**Task directions**
Could you retype every line of the data underneath without altering anything?

[Collected data]
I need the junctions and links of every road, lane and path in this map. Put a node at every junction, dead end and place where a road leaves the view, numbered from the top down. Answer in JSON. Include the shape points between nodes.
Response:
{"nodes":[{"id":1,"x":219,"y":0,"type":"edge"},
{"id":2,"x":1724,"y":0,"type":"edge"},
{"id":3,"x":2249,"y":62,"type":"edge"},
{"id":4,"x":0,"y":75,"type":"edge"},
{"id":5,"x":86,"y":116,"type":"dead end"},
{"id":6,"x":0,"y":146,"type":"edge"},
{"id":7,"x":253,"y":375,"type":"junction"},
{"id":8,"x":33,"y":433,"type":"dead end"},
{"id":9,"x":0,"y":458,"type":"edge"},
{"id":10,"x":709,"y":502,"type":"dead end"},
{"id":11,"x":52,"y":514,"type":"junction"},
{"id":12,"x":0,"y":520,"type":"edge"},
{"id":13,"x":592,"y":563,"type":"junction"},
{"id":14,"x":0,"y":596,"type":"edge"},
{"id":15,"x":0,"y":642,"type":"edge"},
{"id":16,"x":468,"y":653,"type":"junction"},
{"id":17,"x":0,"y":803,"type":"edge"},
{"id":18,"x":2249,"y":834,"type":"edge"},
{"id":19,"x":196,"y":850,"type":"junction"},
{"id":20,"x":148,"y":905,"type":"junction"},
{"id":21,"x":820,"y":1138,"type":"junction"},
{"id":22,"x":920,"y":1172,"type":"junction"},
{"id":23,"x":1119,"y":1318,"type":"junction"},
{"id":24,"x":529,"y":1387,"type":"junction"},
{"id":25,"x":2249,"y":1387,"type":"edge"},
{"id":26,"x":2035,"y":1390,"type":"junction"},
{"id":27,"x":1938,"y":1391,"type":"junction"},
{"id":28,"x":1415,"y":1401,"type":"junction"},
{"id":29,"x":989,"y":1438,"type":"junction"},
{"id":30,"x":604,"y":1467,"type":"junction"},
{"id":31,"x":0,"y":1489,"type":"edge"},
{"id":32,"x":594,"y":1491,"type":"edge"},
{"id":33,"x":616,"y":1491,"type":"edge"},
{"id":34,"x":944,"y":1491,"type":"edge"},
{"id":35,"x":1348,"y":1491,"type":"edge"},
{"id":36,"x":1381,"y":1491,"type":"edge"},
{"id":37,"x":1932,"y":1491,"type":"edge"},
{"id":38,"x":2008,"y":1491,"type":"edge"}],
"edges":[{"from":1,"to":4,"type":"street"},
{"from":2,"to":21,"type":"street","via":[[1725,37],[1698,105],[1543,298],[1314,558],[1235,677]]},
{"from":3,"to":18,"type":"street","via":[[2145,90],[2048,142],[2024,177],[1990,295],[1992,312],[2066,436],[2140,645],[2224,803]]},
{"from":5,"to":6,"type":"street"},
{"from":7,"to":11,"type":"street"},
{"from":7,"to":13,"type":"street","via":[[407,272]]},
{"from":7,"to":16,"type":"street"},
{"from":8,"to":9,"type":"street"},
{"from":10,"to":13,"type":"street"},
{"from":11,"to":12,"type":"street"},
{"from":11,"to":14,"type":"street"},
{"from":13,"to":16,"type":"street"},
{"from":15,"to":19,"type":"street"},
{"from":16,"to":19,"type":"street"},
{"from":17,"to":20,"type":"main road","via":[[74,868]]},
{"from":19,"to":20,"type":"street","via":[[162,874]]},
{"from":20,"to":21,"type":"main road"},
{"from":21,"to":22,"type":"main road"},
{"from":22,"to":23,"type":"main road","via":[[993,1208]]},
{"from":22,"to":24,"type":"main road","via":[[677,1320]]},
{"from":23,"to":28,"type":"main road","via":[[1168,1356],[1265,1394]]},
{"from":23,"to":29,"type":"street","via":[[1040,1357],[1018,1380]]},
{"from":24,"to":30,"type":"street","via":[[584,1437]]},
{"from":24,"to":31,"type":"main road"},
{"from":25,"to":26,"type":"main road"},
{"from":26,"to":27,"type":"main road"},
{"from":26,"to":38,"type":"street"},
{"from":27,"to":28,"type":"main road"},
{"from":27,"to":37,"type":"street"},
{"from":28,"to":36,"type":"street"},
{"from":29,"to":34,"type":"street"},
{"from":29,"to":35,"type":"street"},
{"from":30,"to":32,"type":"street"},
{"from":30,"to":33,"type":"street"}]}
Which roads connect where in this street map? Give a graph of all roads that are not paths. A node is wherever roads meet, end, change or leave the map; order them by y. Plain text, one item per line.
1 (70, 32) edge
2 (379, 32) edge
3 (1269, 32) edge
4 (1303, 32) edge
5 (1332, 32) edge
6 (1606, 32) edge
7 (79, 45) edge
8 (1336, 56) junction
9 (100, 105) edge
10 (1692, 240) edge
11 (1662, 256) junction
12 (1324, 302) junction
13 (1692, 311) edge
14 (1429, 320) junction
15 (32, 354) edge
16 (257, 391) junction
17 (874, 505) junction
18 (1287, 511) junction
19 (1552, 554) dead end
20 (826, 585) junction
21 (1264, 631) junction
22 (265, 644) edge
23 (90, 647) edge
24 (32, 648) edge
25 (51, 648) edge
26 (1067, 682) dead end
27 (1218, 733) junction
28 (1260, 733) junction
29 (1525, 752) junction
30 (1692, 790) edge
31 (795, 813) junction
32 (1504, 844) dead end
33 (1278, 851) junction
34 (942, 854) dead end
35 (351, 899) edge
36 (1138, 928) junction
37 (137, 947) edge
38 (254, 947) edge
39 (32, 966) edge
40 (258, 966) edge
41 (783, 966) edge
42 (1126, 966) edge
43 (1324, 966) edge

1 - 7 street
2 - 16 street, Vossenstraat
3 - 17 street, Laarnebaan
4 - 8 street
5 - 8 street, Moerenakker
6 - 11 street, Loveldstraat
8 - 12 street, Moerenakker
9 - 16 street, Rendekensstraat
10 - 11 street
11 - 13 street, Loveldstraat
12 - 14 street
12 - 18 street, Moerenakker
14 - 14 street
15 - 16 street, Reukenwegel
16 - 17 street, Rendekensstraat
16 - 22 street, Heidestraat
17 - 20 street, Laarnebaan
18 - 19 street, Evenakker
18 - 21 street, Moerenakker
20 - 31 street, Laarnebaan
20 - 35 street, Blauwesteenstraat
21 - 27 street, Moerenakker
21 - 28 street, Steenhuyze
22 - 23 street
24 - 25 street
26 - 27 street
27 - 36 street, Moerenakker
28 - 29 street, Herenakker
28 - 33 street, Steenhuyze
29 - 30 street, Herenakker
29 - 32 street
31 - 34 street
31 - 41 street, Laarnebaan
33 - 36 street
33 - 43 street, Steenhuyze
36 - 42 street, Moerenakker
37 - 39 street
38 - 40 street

**Result for this task**
I need the junctions and links of every road, lane and path in this map. Put a node at every junction, dead end and place where a road leaves the view, numbered from the top down. Answer in JSON. Include the shape points between nodes.
Response:
{"nodes":[{"id":1,"x":219,"y":0,"type":"edge"},
{"id":2,"x":1724,"y":0,"type":"edge"},
{"id":3,"x":2249,"y":62,"type":"edge"},
{"id":4,"x":0,"y":75,"type":"edge"},
{"id":5,"x":86,"y":116,"type":"dead end"},
{"id":6,"x":0,"y":146,"type":"edge"},
{"id":7,"x":253,"y":375,"type":"junction"},
{"id":8,"x":33,"y":433,"type":"dead end"},
{"id":9,"x":0,"y":458,"type":"edge"},
{"id":10,"x":709,"y":502,"type":"dead end"},
{"id":11,"x":52,"y":514,"type":"junction"},
{"id":12,"x":0,"y":520,"type":"edge"},
{"id":13,"x":592,"y":563,"type":"junction"},
{"id":14,"x":0,"y":596,"type":"edge"},
{"id":15,"x":0,"y":642,"type":"edge"},
{"id":16,"x":468,"y":653,"type":"junction"},
{"id":17,"x":0,"y":803,"type":"edge"},
{"id":18,"x":2249,"y":834,"type":"edge"},
{"id":19,"x":196,"y":850,"type":"junction"},
{"id":20,"x":148,"y":905,"type":"junction"},
{"id":21,"x":820,"y":1138,"type":"junction"},
{"id":22,"x":920,"y":1172,"type":"junction"},
{"id":23,"x":1119,"y":1318,"type":"junction"},
{"id":24,"x":529,"y":1387,"type":"junction"},
{"id":25,"x":2249,"y":1387,"type":"edge"},
{"id":26,"x":2035,"y":1390,"type":"junction"},
{"id":27,"x":1938,"y":1391,"type":"junction"},
{"id":28,"x":1415,"y":1401,"type":"junction"},
{"id":29,"x":989,"y":1438,"type":"junction"},
{"id":30,"x":604,"y":1467,"type":"junction"},
{"id":31,"x":0,"y":1489,"type":"edge"},
{"id":32,"x":594,"y":1491,"type":"edge"},
{"id":33,"x":616,"y":1491,"type":"edge"},
{"id":34,"x":944,"y":1491,"type":"edge"},
{"id":35,"x":1348,"y":1491,"type":"edge"},
{"id":36,"x":1381,"y":1491,"type":"edge"},
{"id":37,"x":1932,"y":1491,"type":"edge"},
{"id":38,"x":2008,"y":1491,"type":"edge"}],
"edges":[{"from":1,"to":4,"type":"street"},
{"from":2,"to":21,"type":"street","via":[[1725,37],[1698,105],[1543,298],[1314,558],[1235,677]]},
{"from":3,"to":18,"type":"street","via":[[2145,90],[2048,142],[2024,177],[1990,295],[1992,312],[2066,436],[2140,645],[2224,803]]},
{"from":5,"to":6,"type":"street"},
{"from":7,"to":11,"type":"street"},
{"from":7,"to":13,"type":"street","via":[[407,272]]},
{"from":7,"to":16,"type":"street"},
{"from":8,"to":9,"type":"street"},
{"from":10,"to":13,"type":"street"},
{"from":11,"to":12,"type":"street"},
{"from":11,"to":14,"type":"street"},
{"from":13,"to":16,"type":"street"},
{"from":15,"to":19,"type":"street"},
{"from":16,"to":19,"type":"street"},
{"from":17,"to":20,"type":"main road","via":[[74,868]]},
{"from":19,"to":20,"type":"street","via":[[162,874]]},
{"from":20,"to":21,"type":"main road"},
{"from":21,"to":22,"type":"main road"},
{"from":22,"to":23,"type":"main road","via":[[993,1208]]},
{"from":22,"to":24,"type":"main road","via":[[677,1320]]},
{"from":23,"to":28,"type":"main road","via":[[1168,1356],[1265,1394]]},
{"from":23,"to":29,"type":"street","via":[[1040,1357],[1018,1380]]},
{"from":24,"to":30,"type":"street","via":[[584,1437]]},
{"from":24,"to":31,"type":"main road"},
{"from":25,"to":26,"type":"main road"},
{"from":26,"to":27,"type":"main road"},
{"from":26,"to":38,"type":"street"},
{"from":27,"to":28,"type":"main road"},
{"from":27,"to":37,"type":"street"},
{"from":28,"to":36,"type":"street"},
{"from":29,"to":34,"type":"street"},
{"from":29,"to":35,"type":"street"},
{"from":30,"to":32,"type":"street"},
{"from":30,"to":33,"type":"street"}]}
Which roads connect where in this street map? Give a graph of all roads that are not paths. A node is wherever roads meet, end, change or leave the map; order them by y. Plain text, one item per line.
1 (70, 32) edge
2 (379, 32) edge
3 (1269, 32) edge
4 (1303, 32) edge
5 (1332, 32) edge
6 (1606, 32) edge
7 (79, 45) edge
8 (1336, 56) junction
9 (100, 105) edge
10 (1692, 240) edge
11 (1662, 256) junction
12 (1324, 302) junction
13 (1692, 311) edge
14 (1429, 320) junction
15 (32, 354) edge
16 (257, 391) junction
17 (874, 505) junction
18 (1287, 511) junction
19 (1552, 554) dead end
20 (826, 585) junction
21 (1264, 631) junction
22 (265, 644) edge
23 (90, 647) edge
24 (32, 648) edge
25 (51, 648) edge
26 (1067, 682) dead end
27 (1218, 733) junction
28 (1260, 733) junction
29 (1525, 752) junction
30 (1692, 790) edge
31 (795, 813) junction
32 (1504, 844) dead end
33 (1278, 851) junction
34 (942, 854) dead end
35 (351, 899) edge
36 (1138, 928) junction
37 (137, 947) edge
38 (254, 947) edge
39 (32, 966) edge
40 (258, 966) edge
41 (783, 966) edge
42 (1126, 966) edge
43 (1324, 966) edge

1 - 7 street
2 - 16 street, Vossenstraat
3 - 17 street, Laarnebaan
4 - 8 street
5 - 8 street, Moerenakker
6 - 11 street, Loveldstraat
8 - 12 street, Moerenakker
9 - 16 street, Rendekensstraat
10 - 11 street
11 - 13 street, Loveldstraat
12 - 14 street
12 - 18 street, Moerenakker
14 - 14 street
15 - 16 street, Reukenwegel
16 - 17 street, Rendekensstraat
16 - 22 street, Heidestraat
17 - 20 street, Laarnebaan
18 - 19 street, Evenakker
18 - 21 street, Moerenakker
20 - 31 street, Laarnebaan
20 - 35 street, Blauwesteenstraat
21 - 27 street, Moerenakker
21 - 28 street, Steenhuyze
22 - 23 street
24 - 25 street
26 - 27 street
27 - 36 street, Moerenakker
28 - 29 street, Herenakker
28 - 33 street, Steenhuyze
29 - 30 street, Herenakker
29 - 32 street
31 - 34 street
31 - 41 street, Laarnebaan
33 - 36 street
33 - 43 street, Steenhuyze
36 - 42 street, Moerenakker
37 - 39 street
38 - 40 street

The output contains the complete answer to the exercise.